Your answer should show every line of the material below that includes "Give".

__DATASET EXTRACT__.
++++++++++++++++++++
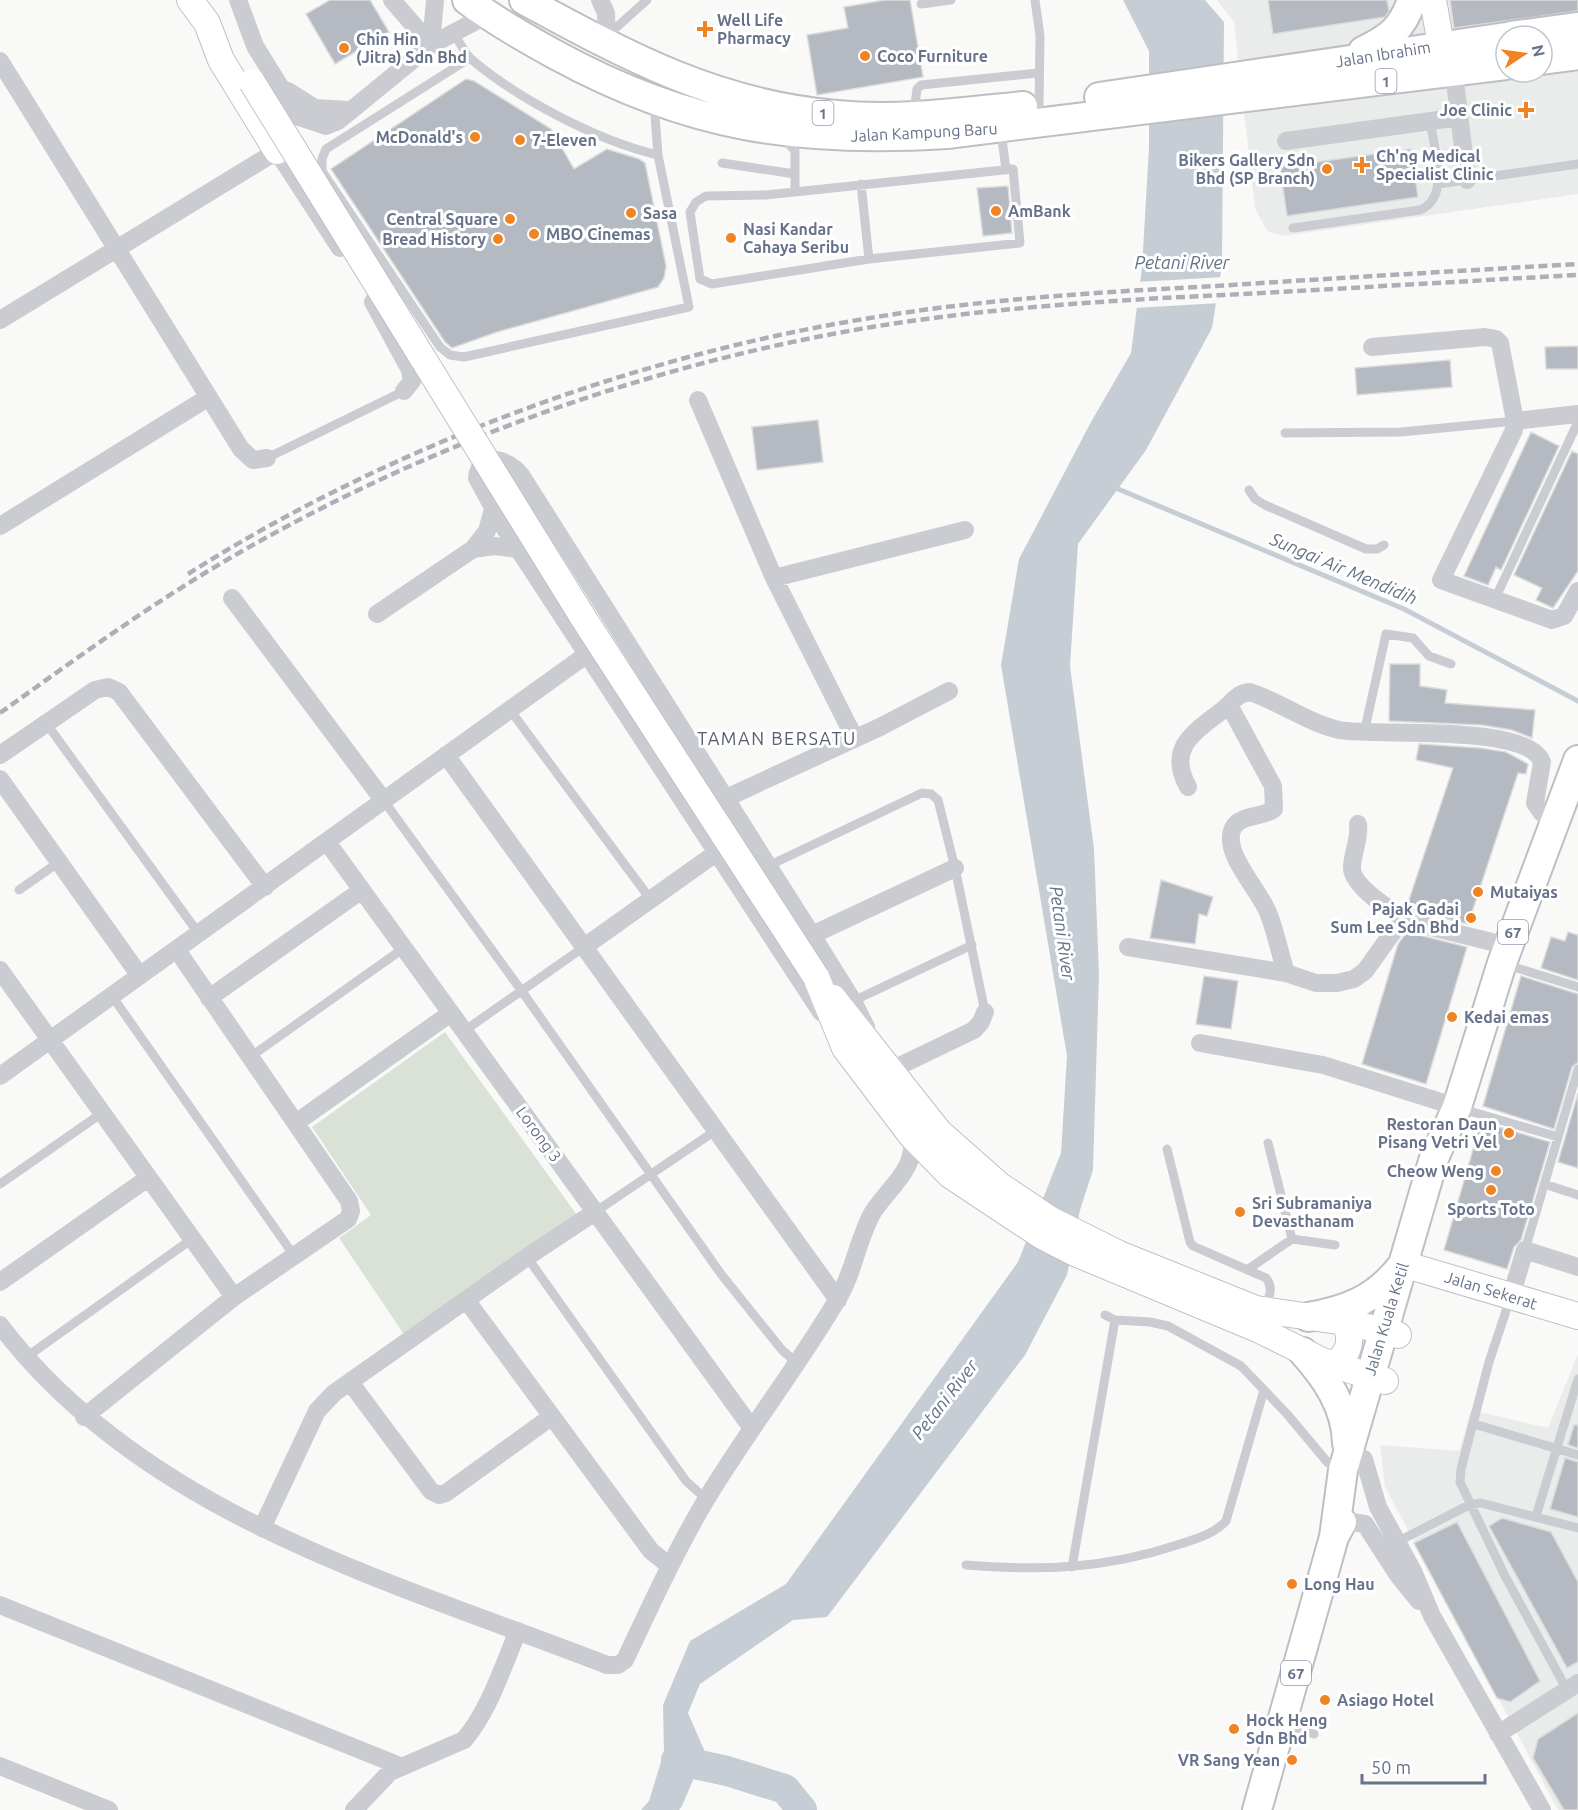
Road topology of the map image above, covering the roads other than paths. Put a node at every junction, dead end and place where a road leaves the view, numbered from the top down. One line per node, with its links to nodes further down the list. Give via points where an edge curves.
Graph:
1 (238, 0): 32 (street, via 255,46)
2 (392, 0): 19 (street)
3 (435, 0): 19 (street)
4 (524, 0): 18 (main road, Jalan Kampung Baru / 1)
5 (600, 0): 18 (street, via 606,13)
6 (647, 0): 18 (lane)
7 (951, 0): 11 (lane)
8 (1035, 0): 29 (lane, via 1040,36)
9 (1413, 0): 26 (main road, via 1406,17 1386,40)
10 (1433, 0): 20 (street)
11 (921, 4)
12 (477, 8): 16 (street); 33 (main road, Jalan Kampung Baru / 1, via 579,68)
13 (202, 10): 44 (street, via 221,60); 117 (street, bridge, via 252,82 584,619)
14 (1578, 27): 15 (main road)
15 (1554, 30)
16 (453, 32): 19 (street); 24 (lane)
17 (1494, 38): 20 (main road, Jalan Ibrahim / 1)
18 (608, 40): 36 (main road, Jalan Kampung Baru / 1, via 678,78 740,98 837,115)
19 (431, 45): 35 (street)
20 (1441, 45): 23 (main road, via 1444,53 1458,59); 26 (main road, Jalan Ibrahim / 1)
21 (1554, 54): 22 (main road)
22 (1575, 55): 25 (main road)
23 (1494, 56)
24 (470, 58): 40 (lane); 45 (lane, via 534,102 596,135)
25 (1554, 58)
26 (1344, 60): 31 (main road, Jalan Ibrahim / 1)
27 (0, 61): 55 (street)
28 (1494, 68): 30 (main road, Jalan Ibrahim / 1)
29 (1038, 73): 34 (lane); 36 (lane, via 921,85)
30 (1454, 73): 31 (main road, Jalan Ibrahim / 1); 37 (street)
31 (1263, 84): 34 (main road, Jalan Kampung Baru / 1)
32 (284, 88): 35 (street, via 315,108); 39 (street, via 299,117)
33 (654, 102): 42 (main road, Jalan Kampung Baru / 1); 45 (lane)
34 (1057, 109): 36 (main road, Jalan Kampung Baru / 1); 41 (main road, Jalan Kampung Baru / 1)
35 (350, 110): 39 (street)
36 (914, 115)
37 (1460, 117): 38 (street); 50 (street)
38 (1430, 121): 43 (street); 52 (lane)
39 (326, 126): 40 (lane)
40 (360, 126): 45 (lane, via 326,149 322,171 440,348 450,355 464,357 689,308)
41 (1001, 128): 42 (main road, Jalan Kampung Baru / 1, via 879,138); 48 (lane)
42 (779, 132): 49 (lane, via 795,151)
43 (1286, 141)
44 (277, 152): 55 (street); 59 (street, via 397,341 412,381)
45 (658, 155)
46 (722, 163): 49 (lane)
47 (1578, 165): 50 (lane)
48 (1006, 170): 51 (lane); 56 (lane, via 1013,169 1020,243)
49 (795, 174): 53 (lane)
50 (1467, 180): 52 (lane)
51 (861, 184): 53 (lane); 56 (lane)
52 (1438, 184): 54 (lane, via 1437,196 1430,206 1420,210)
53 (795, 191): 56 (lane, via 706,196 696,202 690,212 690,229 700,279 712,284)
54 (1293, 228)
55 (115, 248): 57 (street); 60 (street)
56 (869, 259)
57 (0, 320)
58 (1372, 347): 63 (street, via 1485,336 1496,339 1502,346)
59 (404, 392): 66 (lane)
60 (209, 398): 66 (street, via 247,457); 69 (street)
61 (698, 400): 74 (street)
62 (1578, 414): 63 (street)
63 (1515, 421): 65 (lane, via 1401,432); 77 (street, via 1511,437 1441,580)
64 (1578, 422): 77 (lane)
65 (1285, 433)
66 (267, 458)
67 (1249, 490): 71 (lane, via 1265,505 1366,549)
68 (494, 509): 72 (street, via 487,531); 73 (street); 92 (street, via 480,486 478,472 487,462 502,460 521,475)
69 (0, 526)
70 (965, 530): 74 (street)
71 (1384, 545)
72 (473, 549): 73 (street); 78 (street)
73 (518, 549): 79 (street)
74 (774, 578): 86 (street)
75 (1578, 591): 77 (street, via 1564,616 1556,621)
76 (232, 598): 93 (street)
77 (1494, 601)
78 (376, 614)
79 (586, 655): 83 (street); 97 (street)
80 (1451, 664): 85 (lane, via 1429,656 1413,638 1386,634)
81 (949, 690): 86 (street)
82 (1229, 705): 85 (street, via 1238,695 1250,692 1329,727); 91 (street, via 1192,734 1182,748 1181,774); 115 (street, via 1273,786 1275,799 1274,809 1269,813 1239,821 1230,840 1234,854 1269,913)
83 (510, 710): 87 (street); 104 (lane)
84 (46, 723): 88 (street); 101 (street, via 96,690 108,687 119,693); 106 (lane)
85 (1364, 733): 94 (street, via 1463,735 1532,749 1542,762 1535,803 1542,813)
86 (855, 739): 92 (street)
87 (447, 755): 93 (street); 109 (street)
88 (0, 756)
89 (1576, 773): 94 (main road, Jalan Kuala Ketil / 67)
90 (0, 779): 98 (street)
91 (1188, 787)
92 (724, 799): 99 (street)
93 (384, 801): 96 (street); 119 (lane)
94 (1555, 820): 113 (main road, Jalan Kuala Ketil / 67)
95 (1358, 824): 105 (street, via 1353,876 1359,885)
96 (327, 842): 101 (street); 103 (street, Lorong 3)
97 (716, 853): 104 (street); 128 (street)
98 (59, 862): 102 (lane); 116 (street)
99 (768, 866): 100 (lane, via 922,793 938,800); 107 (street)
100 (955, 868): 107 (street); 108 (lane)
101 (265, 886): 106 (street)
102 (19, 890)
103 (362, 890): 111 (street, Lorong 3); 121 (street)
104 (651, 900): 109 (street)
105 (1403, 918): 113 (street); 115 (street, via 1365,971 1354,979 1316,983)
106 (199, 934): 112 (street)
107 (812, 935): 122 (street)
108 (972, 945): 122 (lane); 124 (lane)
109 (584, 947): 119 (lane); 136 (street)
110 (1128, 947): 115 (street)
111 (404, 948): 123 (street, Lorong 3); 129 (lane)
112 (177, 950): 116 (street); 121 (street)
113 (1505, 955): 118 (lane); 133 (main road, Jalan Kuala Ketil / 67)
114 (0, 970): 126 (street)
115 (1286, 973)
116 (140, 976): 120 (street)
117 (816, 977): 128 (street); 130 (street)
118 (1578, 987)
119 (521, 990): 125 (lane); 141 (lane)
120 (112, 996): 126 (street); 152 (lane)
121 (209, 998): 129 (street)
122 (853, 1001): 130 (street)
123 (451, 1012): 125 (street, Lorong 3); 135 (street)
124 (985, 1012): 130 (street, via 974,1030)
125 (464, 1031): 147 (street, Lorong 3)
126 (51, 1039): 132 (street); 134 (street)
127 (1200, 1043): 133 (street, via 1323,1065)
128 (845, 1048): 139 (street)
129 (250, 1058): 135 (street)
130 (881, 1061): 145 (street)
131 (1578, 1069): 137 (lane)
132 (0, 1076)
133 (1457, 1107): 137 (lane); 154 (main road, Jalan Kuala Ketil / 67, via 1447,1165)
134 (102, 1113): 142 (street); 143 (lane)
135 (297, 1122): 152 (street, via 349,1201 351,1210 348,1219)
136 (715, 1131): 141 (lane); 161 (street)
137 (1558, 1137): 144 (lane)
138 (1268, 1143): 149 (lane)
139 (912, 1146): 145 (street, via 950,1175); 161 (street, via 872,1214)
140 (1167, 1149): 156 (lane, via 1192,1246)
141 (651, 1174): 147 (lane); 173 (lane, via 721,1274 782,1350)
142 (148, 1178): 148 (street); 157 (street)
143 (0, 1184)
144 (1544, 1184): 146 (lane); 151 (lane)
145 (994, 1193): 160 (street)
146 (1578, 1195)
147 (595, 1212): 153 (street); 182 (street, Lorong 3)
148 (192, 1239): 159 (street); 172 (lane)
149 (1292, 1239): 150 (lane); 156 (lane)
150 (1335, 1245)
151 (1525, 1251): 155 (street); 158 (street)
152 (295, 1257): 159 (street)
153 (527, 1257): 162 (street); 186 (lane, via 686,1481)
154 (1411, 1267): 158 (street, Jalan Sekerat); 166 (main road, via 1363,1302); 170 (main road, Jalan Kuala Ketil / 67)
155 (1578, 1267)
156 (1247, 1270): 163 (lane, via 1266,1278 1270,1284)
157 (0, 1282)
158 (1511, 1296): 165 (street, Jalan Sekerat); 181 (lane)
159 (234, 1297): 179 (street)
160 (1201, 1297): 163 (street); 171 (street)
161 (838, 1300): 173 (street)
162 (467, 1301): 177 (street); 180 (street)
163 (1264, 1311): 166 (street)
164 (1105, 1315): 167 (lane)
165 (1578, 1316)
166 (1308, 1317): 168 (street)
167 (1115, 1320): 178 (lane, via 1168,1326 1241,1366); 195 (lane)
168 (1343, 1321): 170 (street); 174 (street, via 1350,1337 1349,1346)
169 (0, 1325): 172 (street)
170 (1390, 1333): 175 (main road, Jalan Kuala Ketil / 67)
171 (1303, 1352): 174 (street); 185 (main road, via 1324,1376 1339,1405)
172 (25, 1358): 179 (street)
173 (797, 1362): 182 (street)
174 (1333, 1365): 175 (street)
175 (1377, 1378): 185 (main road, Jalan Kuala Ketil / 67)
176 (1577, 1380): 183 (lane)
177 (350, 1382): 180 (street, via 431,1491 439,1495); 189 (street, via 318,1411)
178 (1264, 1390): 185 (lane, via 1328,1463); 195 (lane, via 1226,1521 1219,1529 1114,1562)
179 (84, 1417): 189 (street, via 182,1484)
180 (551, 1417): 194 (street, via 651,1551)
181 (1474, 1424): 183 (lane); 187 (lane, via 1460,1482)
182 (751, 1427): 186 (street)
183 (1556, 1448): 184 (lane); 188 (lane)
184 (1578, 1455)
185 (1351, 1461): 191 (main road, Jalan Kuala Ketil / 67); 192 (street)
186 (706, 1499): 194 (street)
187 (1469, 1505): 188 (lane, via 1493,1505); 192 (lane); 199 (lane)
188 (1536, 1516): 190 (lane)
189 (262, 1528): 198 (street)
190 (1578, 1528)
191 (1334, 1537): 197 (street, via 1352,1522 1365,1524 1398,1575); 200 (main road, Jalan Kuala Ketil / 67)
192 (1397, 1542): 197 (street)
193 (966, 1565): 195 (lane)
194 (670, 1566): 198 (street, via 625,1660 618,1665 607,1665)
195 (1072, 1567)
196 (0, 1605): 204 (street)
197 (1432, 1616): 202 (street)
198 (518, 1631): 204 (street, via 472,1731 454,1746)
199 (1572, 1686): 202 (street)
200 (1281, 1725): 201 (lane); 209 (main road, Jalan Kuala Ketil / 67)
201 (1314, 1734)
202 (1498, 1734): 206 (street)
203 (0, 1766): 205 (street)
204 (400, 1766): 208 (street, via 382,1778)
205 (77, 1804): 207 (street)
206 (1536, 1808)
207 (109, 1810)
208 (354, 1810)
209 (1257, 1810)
++++++++++++++++++++
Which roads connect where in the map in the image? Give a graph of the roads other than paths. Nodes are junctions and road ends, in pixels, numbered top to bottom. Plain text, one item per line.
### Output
++++++++++++++++++++
__SOLUTION FOR THIS PROBLEM__.
Road topology of the map image above, covering the roads other than paths. Put a node at every junction, dead end and place where a road leaves the view, numbered from the top down. One line per node, with its links to nodes further down the list. Give via points where an edge curves.
Which roads connect where in the map in the image? Give a graph of the roads other than paths. Nodes are junctions and road ends, in pixels, numbered top to bottom. Plain text, one item per line.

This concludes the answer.